Besides, the systematic recording of all the campaigns of analyses realized on a sample should become a standard in the field, much as it is done for restoration campaigns of artworks with the condition report. In doubt, re-polishing of the cross section of a few micrometres in depth could help in erasing part of the sample measurement history, with the drawback that the surface topological information is irremediably lost. It is thus not always compatible with multi-spectroscopic imaging analytical campaigns.

Owing to the design of adequate mitigation strategies, the chronology of the analytical sequence to study a sample should be optimized by favouring measurements using lower energy range excitation (FTIR microscopy, UV photoluminescence) prior to analyses performed using higher energy (especially X-ray analyses with a micro-beam). For XANES studies, quick-EXAFS or very rapid low-resolution consecutive scans may help in gathering data before changes induced by X-ray radiation occur, although getting enough signal-to-noise ratio becomes then an issue and high-resolution spectra are usually not easily obtained with this kind of set-up.

5 Conclusion

\(\mu\)XANES analysis of a paint sample from the beginning of the twentieth century highlighted the presence of radiation damage invisible under white light microscopy. Those changes were detected during and after experiment on Prussian blue, zinc white and the binder. For Prussian blue, it led to spectral changes similar to those found in naturally aged samples, that is a photoreduction in the pigment. This similarity highlights the danger to misinterpret analytical results but could nevertheless be used to probe Prussian blue photosensitivity, which seems to be especially high when the pigment is mixed with zinc white and diluted or with a small particle size, two cases where its interface and relationships with the surroundings becomes predominant. A novel protocol was implemented based on photoluminescence imaging with DUV and visible excitation that allowed us to detect and deconvolute post-analysis X-ray-induced radiation damages that occurred on the zinc white pigment and the oil binder.

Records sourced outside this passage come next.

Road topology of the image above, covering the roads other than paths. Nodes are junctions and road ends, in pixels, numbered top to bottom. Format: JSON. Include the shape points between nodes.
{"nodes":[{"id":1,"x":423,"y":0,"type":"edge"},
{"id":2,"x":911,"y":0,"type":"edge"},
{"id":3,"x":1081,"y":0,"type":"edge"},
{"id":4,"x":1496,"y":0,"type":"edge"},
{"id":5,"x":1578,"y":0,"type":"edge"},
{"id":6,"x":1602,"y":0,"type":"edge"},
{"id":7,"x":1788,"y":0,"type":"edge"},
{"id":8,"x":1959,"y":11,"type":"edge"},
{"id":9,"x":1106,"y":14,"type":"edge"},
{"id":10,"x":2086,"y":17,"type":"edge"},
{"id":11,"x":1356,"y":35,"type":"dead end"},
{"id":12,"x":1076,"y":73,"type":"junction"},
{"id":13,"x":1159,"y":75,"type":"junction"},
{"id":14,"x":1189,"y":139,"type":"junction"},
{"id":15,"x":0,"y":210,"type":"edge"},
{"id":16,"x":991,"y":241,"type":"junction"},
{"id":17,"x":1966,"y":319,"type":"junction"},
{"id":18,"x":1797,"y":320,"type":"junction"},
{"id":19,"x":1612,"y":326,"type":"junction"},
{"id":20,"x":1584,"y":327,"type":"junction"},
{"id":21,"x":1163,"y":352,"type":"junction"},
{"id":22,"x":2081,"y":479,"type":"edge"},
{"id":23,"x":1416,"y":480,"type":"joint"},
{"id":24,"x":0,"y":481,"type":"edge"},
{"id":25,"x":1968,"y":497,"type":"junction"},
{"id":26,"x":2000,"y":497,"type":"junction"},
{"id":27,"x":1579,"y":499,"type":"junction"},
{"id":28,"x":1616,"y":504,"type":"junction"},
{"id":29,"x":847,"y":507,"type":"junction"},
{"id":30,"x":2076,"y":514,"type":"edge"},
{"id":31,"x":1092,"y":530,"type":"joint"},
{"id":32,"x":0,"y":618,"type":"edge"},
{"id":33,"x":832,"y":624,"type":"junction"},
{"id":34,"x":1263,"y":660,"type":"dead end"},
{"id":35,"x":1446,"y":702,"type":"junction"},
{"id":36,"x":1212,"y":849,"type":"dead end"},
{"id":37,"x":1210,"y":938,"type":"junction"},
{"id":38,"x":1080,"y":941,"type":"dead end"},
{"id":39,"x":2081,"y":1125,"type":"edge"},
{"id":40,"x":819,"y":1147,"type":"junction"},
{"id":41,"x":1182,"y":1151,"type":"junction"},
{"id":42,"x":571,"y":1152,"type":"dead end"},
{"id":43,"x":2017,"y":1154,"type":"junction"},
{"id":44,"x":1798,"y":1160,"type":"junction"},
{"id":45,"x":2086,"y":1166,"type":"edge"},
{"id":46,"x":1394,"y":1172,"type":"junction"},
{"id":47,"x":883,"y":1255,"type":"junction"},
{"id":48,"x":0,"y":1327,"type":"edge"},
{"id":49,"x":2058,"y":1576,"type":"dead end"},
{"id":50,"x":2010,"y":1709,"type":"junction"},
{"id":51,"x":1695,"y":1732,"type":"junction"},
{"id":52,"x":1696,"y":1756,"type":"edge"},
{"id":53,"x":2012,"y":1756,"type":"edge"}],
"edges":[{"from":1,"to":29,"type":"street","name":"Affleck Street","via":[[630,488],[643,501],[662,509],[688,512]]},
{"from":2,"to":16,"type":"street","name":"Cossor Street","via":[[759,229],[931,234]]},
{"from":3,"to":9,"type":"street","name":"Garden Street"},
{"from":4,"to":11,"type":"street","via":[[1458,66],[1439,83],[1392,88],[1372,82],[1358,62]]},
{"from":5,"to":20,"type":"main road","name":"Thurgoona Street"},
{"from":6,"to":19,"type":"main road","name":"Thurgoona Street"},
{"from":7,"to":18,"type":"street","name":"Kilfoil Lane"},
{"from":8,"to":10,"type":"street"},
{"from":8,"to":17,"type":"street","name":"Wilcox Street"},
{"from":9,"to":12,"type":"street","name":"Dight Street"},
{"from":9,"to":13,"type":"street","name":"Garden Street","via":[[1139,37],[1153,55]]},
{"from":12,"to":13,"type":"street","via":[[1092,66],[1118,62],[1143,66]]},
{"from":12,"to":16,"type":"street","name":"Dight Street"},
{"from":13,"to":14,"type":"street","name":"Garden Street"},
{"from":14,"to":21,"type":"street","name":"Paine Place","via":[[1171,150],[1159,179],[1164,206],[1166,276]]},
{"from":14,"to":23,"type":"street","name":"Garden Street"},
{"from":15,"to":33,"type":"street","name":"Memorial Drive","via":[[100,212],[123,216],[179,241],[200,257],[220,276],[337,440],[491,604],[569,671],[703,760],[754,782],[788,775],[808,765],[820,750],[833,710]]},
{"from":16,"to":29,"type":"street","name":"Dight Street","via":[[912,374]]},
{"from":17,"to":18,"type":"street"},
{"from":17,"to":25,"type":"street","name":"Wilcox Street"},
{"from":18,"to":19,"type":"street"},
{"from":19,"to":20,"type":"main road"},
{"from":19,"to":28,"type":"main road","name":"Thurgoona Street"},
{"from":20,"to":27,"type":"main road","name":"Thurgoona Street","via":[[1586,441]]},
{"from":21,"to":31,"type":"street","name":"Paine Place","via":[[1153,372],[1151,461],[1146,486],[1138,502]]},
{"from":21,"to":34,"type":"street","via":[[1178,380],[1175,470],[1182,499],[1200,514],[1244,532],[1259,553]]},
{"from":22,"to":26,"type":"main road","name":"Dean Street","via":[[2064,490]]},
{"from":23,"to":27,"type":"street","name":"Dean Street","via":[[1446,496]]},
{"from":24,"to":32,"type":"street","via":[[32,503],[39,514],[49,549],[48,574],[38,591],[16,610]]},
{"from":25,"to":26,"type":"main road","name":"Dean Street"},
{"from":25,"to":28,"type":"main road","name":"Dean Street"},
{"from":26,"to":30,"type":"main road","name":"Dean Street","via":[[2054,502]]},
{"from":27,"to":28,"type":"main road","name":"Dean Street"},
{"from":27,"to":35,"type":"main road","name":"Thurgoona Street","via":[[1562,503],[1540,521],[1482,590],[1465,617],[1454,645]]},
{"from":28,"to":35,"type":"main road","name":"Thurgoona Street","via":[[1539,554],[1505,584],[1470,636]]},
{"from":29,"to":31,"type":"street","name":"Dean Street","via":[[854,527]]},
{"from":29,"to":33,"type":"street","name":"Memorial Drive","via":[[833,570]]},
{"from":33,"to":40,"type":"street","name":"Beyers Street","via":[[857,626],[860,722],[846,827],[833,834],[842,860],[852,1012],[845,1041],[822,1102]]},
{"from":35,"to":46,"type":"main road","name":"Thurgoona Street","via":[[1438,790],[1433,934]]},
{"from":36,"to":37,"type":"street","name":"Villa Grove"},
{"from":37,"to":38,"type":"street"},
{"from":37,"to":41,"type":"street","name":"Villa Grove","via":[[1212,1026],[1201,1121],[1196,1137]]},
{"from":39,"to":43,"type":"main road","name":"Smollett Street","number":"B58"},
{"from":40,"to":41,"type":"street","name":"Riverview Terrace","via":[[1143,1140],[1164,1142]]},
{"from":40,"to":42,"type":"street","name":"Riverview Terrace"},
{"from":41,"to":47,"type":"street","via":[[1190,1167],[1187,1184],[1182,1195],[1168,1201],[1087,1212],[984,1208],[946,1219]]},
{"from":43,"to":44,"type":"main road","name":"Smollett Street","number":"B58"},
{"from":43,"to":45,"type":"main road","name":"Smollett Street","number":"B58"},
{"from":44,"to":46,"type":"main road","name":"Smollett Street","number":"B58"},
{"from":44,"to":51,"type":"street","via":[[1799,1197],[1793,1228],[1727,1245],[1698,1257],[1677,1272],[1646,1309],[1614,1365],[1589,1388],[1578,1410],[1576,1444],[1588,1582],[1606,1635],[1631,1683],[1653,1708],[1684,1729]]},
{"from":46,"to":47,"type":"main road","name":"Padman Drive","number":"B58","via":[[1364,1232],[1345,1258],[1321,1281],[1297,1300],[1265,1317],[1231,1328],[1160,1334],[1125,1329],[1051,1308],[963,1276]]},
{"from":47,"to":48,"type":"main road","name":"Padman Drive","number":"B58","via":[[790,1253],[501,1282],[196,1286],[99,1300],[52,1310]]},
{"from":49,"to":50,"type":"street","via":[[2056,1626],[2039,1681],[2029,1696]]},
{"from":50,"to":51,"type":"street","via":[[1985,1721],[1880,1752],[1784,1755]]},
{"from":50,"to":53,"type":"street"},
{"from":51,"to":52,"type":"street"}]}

This example highlights the fact that radiation damage may always potentially exist especially in analyses that usually require a high photon flux or for particularly photosensitive materials. It thus needs to be adequately detected and characterized. Post-measurement observations solely in the visible range is definitely not appropriate to evaluate radiation damage, which rather requires specific imaging and spectroscopic techniques targeting the possible physico-chemical changes of the various painting constituents.

We wanted also to show with this example that rather than stopping any further study as soon as radiation damage is noticed, a more promising approach would consist in integrating it into the analytical pathway, by carefully checking it, measuring it and recording it for future studies on the same sample. In that respect, radiation damage should be treated similarly than other “disturbances” already accepted in the field of conservation, such as resin embedding that may disturb specific analyses (e.g. FTIR or photoluminescence studies) and cross-section preparation that may lead to mechanical displacement of material at the surface.